USU grad students and faculty use data to track outbreaks
Researchers from several institutions, including Utah State University, are working on a way to help the Centers for Disease Control and Prevention process respiratory pathogen tests.
Spencer Perry just graduated from USU’s Master of Data Analytics program and works on the project. He said the MDATA team and BioFire, a Salt Lake City-based virus testing company, began the project in Dec. 2019.
Perry said the project’s mission is to create a technique to help the CDC understand the specific levels of various pathogens present in the United States during the year.
Before COVID-19 emerged, the group looked at normal strains of coronavirus as well as Influenza A, Respiratory Syncytial Virus, Human Rhinovirus/Enterovirus and others.
“16 USU students participated in the project this semester, split into four teams,” he said. “Some students studied at USU for their undergraduate degrees, while others studied at universities around the world, including Colorado, Minnesota, New York, Washington and Pune Area, India.”
Perry said in the spring, the group began looking at ways to help the CDC understand the increased number of respiratory pathogen tests present across the US as healthcare workers used the BioFire tests to try to rule out COVID-19.
“The COVID-19 pandemic has led us to shift the focus of our project to a specific class of pathogens,” Perry said. “Generally, we intended to focus on respiratory diseases at the beginning of the semester, and by the end of the semester we were focused on tests run to rule out COVID-19, which was the best we could do with this dataset.”
Perry said BioFire will release a machine-based automated test for COVID-19 during the next month or so.
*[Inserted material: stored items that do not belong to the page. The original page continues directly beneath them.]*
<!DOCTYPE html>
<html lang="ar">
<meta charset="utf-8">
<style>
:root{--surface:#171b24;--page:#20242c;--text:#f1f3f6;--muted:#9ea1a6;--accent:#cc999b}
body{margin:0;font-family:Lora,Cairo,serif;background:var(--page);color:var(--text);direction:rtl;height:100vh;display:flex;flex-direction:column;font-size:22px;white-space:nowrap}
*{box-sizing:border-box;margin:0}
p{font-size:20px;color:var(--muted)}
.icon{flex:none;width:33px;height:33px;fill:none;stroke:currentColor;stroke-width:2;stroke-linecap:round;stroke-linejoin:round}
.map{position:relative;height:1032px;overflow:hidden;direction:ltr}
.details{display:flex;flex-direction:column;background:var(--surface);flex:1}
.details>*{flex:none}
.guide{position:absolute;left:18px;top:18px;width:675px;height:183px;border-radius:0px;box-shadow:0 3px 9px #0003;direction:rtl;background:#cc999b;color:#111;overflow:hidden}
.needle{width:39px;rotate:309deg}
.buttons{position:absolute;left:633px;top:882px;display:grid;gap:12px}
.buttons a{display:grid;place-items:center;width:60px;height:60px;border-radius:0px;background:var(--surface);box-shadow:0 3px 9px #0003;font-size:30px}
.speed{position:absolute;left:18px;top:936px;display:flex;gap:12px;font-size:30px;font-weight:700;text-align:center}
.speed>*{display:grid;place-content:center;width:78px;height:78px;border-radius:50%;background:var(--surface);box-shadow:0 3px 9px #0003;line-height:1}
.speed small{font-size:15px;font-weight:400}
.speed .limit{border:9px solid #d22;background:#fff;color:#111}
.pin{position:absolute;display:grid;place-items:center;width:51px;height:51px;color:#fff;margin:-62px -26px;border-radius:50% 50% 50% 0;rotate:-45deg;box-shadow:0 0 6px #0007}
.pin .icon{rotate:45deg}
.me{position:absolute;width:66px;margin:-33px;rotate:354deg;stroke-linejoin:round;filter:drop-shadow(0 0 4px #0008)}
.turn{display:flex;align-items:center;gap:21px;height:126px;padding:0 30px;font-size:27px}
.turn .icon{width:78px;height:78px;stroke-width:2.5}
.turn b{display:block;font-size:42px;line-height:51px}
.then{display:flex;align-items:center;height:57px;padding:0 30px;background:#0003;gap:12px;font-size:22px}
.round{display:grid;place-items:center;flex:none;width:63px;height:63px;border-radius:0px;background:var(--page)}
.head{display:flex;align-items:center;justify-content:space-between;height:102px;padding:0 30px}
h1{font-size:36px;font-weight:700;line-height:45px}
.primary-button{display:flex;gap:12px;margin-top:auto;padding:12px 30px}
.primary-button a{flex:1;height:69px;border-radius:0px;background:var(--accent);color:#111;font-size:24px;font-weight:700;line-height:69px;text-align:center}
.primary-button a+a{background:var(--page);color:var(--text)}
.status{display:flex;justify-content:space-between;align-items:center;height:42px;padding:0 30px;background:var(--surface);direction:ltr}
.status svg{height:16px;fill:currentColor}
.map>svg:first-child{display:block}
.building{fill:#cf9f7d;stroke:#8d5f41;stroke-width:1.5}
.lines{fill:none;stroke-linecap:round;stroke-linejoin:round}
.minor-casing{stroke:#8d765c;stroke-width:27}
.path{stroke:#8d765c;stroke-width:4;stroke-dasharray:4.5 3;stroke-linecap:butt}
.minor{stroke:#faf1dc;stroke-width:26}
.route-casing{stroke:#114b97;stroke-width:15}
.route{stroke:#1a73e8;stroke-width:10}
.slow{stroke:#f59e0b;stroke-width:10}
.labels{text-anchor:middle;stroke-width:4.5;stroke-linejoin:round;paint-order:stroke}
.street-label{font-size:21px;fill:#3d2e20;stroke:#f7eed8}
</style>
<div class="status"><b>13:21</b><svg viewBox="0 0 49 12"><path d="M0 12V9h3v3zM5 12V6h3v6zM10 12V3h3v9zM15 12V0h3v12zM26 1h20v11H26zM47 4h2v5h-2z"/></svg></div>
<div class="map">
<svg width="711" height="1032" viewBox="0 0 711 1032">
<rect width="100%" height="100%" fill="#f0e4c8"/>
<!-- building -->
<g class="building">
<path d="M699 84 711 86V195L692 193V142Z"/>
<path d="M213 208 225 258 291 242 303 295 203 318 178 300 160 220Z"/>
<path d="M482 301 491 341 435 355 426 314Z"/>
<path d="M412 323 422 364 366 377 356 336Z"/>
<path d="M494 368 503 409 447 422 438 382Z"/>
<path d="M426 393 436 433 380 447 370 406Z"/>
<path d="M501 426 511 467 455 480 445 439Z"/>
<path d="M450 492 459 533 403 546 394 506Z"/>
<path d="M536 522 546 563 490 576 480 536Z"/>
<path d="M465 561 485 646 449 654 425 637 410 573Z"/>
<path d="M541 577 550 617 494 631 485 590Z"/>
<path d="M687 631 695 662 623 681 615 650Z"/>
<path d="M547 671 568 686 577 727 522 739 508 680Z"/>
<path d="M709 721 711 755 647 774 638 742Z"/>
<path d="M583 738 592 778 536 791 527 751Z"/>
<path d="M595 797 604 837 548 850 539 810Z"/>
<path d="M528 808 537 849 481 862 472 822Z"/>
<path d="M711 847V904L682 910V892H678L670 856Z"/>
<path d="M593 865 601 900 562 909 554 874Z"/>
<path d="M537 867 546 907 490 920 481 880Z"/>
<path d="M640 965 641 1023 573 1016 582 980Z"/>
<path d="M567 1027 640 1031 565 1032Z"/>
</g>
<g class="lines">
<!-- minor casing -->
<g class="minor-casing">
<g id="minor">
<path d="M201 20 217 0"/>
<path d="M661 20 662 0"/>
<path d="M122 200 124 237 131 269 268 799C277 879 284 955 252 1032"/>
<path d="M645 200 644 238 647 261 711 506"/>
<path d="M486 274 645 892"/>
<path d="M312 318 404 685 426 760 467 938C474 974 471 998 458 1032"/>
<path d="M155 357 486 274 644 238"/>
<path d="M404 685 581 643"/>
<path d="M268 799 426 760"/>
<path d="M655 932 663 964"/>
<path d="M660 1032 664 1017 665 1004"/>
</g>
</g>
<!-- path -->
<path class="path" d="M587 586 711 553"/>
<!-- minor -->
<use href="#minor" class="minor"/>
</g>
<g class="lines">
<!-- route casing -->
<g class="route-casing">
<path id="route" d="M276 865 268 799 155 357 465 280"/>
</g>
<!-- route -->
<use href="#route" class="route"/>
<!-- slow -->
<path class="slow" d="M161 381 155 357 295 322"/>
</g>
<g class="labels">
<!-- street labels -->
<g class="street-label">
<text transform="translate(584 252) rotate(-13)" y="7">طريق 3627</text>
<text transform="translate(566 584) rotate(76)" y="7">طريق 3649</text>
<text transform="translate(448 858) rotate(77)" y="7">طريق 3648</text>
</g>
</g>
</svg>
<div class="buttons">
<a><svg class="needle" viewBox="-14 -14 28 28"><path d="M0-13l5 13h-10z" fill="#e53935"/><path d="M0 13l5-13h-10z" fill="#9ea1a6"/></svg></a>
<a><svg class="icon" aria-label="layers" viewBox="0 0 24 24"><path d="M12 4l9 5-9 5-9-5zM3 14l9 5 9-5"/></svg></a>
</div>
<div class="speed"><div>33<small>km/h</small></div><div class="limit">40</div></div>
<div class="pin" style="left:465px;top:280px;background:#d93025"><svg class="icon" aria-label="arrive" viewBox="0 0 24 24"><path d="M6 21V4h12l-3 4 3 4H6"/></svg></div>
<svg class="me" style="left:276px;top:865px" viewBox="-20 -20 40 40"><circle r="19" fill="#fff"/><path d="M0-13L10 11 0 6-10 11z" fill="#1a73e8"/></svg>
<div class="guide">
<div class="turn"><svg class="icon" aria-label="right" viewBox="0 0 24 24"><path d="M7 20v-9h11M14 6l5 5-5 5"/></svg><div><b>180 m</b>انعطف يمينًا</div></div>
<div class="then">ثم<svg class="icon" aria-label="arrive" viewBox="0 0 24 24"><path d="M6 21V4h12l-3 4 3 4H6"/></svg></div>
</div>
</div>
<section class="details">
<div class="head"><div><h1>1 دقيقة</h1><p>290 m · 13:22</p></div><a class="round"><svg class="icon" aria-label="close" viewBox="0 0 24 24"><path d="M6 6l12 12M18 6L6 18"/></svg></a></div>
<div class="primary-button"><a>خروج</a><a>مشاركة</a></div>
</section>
Techniques have been created, he added, to look at the different levels of respiratory pathogens across the country throughout the year.
“The tools may need to be re-calibrated for a post-COVID-19 world,” Perry said, “It’s anticipated that respiratory diseases will behave differently for a couple of seasons after COVID-19 becomes controlled.”
Perry said the group’s project is largely completed, but hopes to work with BioFire again next year.
Perry expressed his gratitude for the project and his colleagues, including BioFire’s Director of Medical Data Systems, Lindsay Meyers, and USU professors Chris Corcoran, Richard Cutler and Tyler Brough.
“This project helped a lot of my fellow students become interested in data science roles outside of finance and technology, which was very encouraging for me, as I believe that data science can be exceptionally impactful and beneficial in all domains,” Perry said. “I began studying data science to work on problems like this, so I am very grateful to have been able to collaborate with this team on the project during my final semester at USU.”